Oil painted visuals tells the story of the life and death of Vincent van Gogh in Loving Vincent. One year after the suicide of Vincent van Gogh (Robert Gulaczyk), Armand Roulin (Douglas Booth) is asked by his postmaster father Joseph (Chris O’Dowd) to deliver an undelivered letter from Vincent to his brother Theo. After finding out that Theo has since died as well, Armand travels to Auvers-sur-Oise, where Vincent spent his final months, to locate Dr Paul Gachet (Jerome Flynn) to give the letter to. While waiting for Dr. Gachet to return home, Armand speaks to a number of locals about the events leading to Vincent’s death, including Dr. Gachet’s housekeeper Louise Chevalier (Helen McCrory), daughter Marguerite Gachet (Saoirse Ronan), innkeeper Adeline Ravoux (Eleanor Tomlinson) and a local boatkeeper (Aidan Turner).
Loving Vincent is an animated biography of Vincent van Gogh told entirely through oil painted visuals. The story takes place a year after Vincent’s death, as the son of a friend of the painter tries to decipher why Vincent from being calm to suicidal in a matter of weeks. Vincent van Goph’s story is told primarily through black and white flashbacks narrated by the multiple individuals Armand Roulin comes across throughout the film. Some viewed Vincent van Goph as a crazed madman, while others viewed him as a relatively normal, yet tragic figure.
With Loving Vincent, first time filmmakers Dorota Kobiela and Hugh Welchman employed over 100 artists to create 65,000 oil painted frames to created a rotoscoped biopic of Vincent van Gogh. With the film painted in the style of the artist’s famous works, Loving Vincent essentially brings Vincent van Gogh’s art to life. A number of well-known actors, such as Douglas Booth, Chris O’Dowd, Helen McCrory, Saoirse Ronan, and Jerome Flynn lend their voice and likeness to the film to recreate a number of individuals Vincent painted throughout his career.
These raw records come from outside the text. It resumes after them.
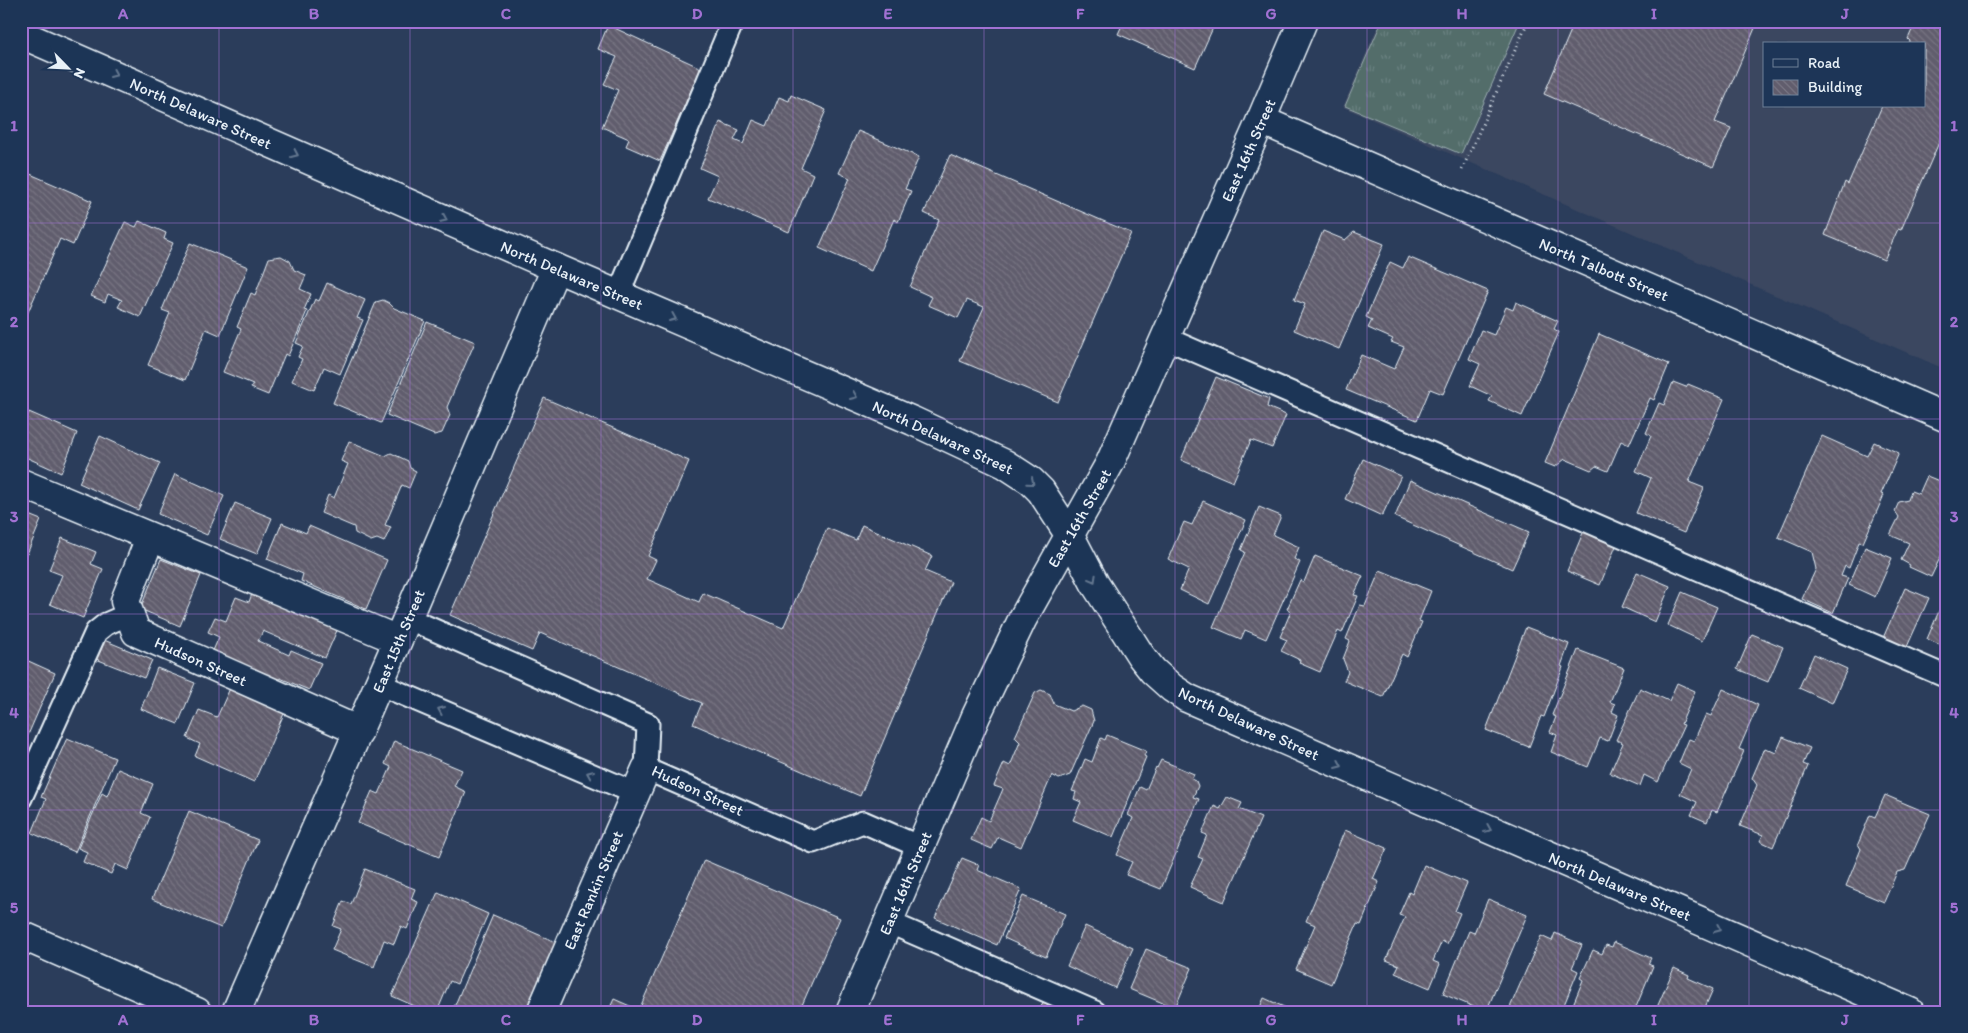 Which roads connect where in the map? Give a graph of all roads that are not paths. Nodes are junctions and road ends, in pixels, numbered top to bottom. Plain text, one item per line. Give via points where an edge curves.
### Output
1 (733, 21) edge
2 (1303, 21) edge
3 (21, 34) edge
4 (1261, 120) junction
5 (556, 268) junction
6 (618, 295) junction
7 (1165, 338) junction
8 (1947, 418) edge
9 (21, 483) edge
10 (1070, 536) junction
11 (150, 538) junction
12 (129, 614) junction
13 (403, 629) junction
14 (1947, 677) edge
15 (379, 684) junction
16 (359, 731) junction
17 (640, 781) junction
18 (21, 798) edge
19 (920, 847) junction
20 (888, 922) junction
21 (21, 935) edge
22 (197, 1012) edge
23 (236, 1012) edge
24 (542, 1012) edge
25 (850, 1012) edge
26 (1095, 1012) edge
27 (1910, 1012) edge

1 - 6 lane
2 - 4 main road, East 16th Street
3 -> 5 main road, North Delaware Street
4 - 7 main road, East 16th Street
4 - 8 main road, North Talbott Street
5 - 6 main road, North Delaware Street
5 - 13 main road, East 15th Street
6 -> 10 main road, North Delaware Street via 913,421 1005,464 1041,491
7 - 10 main road, East 16th Street via 1110,463
7 - 14 lane
9 - 11 main road, Hudson Street
10 - 19 main road, East 16th Street via 1011,641
10 -> 27 main road, North Delaware Street via 1141,656 1187,698
11 - 12 main road via 125,601
11 - 13 main road, Hudson Street
12 - 16 main road, Hudson Street via 136,632
12 - 18 lane via 96,632
13 - 15 main road, East 15th Street
13 - 17 lane, Hudson Street via 648,724
15 - 16 main road, East 15th Street
17 -> 15 lane
16 - 23 main road, East 15th Street
17 - 19 lane, Hudson Street via 813,842 863,822
17 - 24 main road, East Rankin Street
19 - 20 main road, East 16th Street
20 - 25 main road, East 16th Street
20 - 26 lane
21 - 22 main road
Undoubtedly Loving Vincent is a visual achievement and is probably one of the most ambitious rotoscoped films to be made. However, the actual story of Loving Vincent leaves a lot to be desired. The film almost takes the format of Citizen Kane, as Armand Roulin speaks to a number of people about their encounters with Vincent van Gogh, which leads into a flashback sequence. With these flashbacks taking up at least half the film, and being in black and white, it sort of beats the point of the film being rotoscoped in the first place, since you only get the vibrant oil-painted colours for part of the film.
Despite having a very weak and generic story, it is quite interesting in itself just watching the oil painted animation in action. From quite visual brushstrokes to slight imperfections, watching Loving Vincent is definitely a feast for the eyes. It’s just a shame that the actual story for the film wasn’t up to par.